DATA SECTION =
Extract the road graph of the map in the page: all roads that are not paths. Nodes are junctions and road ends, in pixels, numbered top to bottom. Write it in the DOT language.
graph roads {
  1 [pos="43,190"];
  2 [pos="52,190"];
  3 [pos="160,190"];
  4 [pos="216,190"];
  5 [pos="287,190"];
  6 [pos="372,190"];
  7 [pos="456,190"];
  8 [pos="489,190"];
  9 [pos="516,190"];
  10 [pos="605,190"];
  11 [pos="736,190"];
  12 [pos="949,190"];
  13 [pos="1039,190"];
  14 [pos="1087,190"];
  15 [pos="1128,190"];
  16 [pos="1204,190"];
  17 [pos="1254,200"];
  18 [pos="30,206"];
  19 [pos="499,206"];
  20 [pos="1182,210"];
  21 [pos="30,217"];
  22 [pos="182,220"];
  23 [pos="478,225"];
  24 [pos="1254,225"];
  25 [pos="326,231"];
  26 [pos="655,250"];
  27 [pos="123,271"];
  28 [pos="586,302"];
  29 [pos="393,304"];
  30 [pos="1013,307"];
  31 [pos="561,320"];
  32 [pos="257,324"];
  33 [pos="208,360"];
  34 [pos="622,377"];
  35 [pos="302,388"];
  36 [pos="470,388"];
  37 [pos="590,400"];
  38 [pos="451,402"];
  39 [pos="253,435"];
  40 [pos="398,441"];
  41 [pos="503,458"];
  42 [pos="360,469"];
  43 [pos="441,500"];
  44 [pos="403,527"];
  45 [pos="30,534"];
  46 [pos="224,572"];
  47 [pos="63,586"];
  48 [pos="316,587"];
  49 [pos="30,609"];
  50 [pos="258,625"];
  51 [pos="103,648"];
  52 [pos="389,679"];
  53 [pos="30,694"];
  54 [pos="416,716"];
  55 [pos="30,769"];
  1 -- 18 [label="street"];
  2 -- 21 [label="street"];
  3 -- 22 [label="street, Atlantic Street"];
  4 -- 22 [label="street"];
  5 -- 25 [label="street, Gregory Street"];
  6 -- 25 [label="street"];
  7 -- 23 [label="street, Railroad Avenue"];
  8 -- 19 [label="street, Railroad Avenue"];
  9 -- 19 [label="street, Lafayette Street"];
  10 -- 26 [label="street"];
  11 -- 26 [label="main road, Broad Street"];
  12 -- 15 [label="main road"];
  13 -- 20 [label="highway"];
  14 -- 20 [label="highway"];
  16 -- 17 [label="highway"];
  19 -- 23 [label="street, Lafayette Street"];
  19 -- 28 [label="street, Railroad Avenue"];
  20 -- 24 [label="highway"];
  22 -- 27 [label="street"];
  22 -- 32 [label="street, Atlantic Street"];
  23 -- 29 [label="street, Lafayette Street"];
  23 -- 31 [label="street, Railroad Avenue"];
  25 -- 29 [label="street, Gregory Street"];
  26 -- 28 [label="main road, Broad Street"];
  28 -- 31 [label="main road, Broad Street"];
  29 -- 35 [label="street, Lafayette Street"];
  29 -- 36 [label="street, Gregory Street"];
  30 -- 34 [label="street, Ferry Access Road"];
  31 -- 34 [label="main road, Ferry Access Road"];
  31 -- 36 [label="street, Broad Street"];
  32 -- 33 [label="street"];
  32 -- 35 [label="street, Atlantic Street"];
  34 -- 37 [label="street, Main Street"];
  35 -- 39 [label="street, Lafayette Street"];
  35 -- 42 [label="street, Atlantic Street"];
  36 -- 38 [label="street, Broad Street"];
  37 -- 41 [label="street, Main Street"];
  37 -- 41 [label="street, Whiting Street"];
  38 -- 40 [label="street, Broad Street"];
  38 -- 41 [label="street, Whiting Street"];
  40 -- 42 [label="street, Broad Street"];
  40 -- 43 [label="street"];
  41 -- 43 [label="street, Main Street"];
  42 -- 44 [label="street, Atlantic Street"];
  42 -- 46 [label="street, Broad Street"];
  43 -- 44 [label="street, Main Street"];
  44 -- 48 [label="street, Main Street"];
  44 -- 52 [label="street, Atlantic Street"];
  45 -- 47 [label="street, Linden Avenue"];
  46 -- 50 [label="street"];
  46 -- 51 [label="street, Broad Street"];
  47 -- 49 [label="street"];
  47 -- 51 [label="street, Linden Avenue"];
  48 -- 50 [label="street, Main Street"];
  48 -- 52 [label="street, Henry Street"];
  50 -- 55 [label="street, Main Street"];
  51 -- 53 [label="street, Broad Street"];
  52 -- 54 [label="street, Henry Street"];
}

...

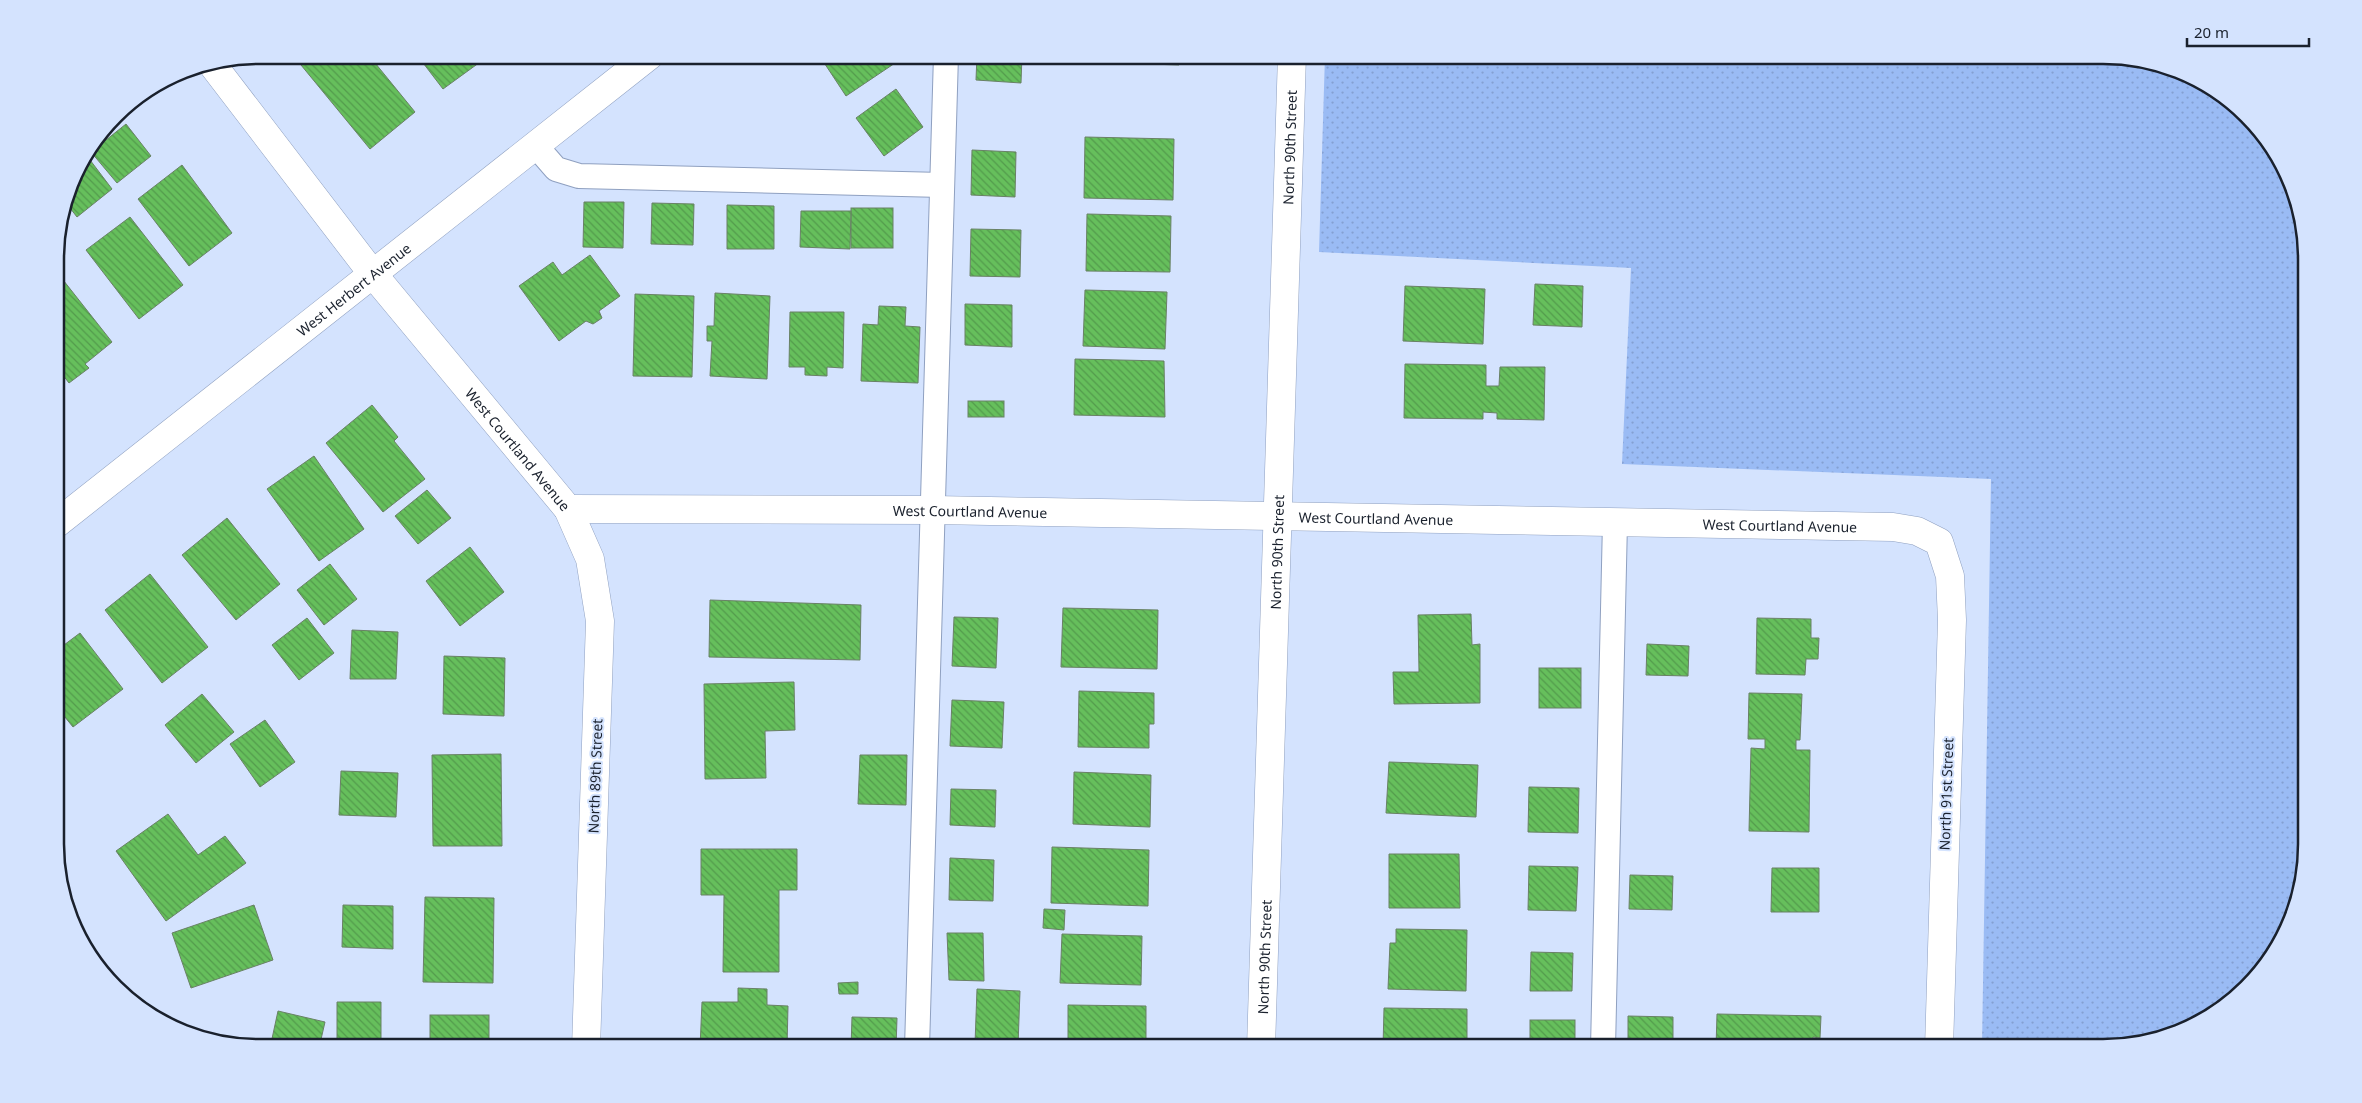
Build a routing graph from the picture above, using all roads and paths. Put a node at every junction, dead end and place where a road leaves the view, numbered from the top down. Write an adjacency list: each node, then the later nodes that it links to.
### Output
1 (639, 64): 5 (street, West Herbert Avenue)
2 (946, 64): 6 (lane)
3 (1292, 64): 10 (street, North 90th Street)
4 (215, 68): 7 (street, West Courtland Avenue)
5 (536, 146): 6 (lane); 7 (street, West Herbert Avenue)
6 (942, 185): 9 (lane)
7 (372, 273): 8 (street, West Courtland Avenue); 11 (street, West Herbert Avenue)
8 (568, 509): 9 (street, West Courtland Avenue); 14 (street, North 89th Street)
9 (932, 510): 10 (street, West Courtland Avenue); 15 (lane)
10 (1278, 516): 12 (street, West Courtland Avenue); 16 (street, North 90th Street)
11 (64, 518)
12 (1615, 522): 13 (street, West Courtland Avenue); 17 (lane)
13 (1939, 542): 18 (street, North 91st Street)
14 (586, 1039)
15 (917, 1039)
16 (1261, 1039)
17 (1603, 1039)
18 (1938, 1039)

...

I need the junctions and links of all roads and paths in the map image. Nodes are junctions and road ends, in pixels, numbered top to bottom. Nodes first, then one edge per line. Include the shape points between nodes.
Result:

DIRECTIONS FOR THIS TASK = Each line above that contains "links" must be copied out.

RESPONSE TO THIS EXERCISE =
Build a routing graph from the picture above, using all roads and paths. Put a node at every junction, dead end and place where a road leaves the view, numbered from the top down. Write an adjacency list: each node, then the later nodes that it links to.
I need the junctions and links of all roads and paths in the map image. Nodes are junctions and road ends, in pixels, numbered top to bottom. Nodes first, then one edge per line. Include the shape points between nodes.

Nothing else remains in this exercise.